§ Mr. Astorasked the Secretary of State for the Colonies what steps he proposes to take with regard to widows and orphans of retired Palestine officials who are now in financial difficulties owing to the winding up of the Palestine Widows and Orphans Pension Fund by an Order in Council, 29th April, 1948.
Mr. Creech JonesPensions already awarded to widows and orphans of deceased Palestine officers in return for contributions to the Widows' and Orphans' Pension Fund are continuing and will continue to be paid. These beneficiaries remain in exactly the same position as if the Mandate had not been terminated.

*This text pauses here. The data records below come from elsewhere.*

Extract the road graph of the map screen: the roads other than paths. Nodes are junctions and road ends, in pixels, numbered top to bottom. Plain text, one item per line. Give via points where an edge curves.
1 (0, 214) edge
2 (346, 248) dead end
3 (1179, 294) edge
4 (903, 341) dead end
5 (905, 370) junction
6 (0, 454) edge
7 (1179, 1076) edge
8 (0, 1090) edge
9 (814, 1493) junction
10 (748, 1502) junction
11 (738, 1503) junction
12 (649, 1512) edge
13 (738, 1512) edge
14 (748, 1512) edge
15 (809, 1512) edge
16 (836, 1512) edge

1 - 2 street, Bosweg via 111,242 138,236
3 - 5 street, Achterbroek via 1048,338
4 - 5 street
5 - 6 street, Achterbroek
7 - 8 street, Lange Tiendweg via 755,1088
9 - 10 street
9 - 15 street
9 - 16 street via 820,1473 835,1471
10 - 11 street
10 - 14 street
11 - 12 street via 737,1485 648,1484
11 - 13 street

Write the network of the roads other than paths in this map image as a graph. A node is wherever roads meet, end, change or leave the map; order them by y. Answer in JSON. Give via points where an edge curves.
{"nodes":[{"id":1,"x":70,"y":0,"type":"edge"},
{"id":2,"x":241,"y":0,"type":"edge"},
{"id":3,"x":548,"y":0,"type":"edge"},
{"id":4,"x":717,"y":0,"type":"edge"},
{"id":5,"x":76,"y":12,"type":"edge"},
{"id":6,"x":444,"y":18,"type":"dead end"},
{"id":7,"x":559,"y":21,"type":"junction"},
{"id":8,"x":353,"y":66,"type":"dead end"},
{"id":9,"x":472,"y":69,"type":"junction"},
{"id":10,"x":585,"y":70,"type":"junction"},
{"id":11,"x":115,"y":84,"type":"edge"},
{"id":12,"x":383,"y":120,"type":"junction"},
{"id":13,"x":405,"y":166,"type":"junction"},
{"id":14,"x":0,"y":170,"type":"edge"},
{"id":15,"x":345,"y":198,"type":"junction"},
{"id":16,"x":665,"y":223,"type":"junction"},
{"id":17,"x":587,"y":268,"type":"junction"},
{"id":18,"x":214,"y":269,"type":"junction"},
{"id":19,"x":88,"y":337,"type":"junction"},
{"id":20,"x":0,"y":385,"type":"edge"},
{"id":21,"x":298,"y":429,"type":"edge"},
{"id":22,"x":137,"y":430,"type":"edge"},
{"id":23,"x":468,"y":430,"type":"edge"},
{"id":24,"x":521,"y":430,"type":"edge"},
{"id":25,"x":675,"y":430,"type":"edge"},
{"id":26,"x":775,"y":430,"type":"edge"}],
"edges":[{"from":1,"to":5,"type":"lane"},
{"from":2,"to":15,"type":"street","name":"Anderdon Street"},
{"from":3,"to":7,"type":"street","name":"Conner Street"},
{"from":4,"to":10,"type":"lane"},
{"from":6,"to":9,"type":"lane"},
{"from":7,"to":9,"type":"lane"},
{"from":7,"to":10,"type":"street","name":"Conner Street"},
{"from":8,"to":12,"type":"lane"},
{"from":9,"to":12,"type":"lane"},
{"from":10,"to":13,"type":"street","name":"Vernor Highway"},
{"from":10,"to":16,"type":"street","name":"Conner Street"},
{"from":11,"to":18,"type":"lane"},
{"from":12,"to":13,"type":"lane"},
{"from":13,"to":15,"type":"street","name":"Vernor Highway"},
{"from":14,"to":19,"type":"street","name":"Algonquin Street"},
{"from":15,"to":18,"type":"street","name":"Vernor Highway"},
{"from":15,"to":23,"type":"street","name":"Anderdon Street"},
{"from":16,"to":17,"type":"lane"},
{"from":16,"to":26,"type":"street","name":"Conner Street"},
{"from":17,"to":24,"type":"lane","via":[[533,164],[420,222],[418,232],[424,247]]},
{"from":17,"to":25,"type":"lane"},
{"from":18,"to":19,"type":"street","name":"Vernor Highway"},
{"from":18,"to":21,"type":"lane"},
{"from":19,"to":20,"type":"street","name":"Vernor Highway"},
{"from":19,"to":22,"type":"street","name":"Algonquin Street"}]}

The position of Palestine officers who had begun to make provision for their dependants by contributing to the Fund is probably in the hon. Member's mind. The Fund had been in existence only since 1944 and had not therefore built up any reserve of capital. In the absence of any continuing authority which could receive contributions and pay benefits, and in the absence also of any possibility of the fund attracting new contributors, there was clearly no alternative but to wind it up. Officers who have retired will receive a payment equal to the amount of the contributions which they and the Palestine Government have made to the Fund on their behalf, with compound interest. In the case of those officers who are continuing in the Colonial Service elsewhere, the Colonial Governments to which they are being transferred have been invited to enact legislation to permit them to make lump sum contributions to the Fund or Scheme of the new Colony equal to the amount they had previously contributed to the Palestine Fund, and most of the Governments have agreed.